We’re just two months away from the November mid-term elections, and across the country, states are taking steps to make sure voting is more secure.

Pennsylvania is one of those states, but some new changes could wind up costing taxpayers more money.

Over the past several weeks, Jeff Greenburg — Mercer County’s director of elections — and other county officials have been talking with several companies being considered for supplying the county with new voting machines.

Those companies are Clear Ballot, Hart InterCivic, Election Systems & Software, Unisyn Voting Solutions and Dominion Voting Systems.

“When I started here 12 years ago, I never thought I would be talking about cyber issues,” Greenburg said.

Those cyber issues come at the order of Pennsylvania Governor Tom Wolf.

Wolf told all counties to replace their electronic voting systems with machines that leave paper trails, as a safeguard against hacking.

According to state officials, Pennsylvania was one of 21 states targeted by hackers before the 2016 election.

Still, Greenburg believes it’s unlikely Mercer County’s voting computers were targeted, because the computers they use on election night are never connected to the internet.
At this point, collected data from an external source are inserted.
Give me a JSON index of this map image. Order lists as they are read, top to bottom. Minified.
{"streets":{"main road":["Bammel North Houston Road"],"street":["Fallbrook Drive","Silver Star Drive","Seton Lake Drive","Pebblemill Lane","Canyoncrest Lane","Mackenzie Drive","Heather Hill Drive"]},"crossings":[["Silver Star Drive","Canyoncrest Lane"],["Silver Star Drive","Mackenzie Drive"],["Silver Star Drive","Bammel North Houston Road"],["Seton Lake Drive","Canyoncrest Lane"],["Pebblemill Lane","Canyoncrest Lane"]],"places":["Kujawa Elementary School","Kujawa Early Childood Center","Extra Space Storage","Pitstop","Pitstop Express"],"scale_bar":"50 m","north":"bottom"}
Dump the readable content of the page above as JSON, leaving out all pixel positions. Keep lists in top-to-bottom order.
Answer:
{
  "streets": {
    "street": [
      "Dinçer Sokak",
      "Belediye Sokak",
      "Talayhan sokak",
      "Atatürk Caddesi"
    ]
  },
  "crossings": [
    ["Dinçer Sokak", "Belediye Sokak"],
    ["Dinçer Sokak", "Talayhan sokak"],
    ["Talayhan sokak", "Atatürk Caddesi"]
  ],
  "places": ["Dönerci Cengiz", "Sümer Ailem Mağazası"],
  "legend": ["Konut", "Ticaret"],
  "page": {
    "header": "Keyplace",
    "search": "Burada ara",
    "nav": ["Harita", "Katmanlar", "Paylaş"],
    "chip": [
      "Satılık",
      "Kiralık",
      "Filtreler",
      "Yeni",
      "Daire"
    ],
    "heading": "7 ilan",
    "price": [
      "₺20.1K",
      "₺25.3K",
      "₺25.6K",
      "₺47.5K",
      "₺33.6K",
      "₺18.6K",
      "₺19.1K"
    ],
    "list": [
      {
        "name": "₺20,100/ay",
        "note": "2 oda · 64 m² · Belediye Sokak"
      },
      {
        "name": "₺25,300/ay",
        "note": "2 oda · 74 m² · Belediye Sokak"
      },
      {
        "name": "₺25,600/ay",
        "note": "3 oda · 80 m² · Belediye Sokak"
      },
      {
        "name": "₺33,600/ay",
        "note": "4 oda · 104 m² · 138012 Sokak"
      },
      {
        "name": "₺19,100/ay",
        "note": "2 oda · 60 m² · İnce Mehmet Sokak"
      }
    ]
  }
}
“No way that I am aware of that someone can hack into a system that’s a stand-alone system,” Greenburg said.

The state has also taken action to try and combat hacking.

Even though state officials say there was no evidence that hackers actually got into Pennsylvania’s election system, Greenburg and dozens of other county leaders went through a training session several weeks ago.

The four-hour session went over different cyber issues that could potentially be encountered.

Taxpayers are wondering how much the new machines will cost and if a change even needed to be made.

Depending on which voting machines the county chooses, it could cost anywhere from $750,000 to $2.5 million — a price a lot of people say is just too much.

“It ain’t going to do much difference for us except to make it more complicated to see who they want in office,” said Christopher Nottingham, of Greenville.

“I think the old system was fine. Our county had a good system, it seemed it was working well,” said Carl Jewell, of Mercer.

There will be some state and federal funding.

Greenburg says Pennsylvania will receive around $13 million, but isn’t exactly sure how much of that will go to Mercer County. He also expects around $100,00 from the state.

“If the state doesn’t come up with funding, the federal government doesn’t come up with any additional funding, the county taxpayers are going to fit the bill,” he said.

The county commissioners will make a decision about which vendor to use by the end of 2018. They plan to introduce the new voting system by November of 2019.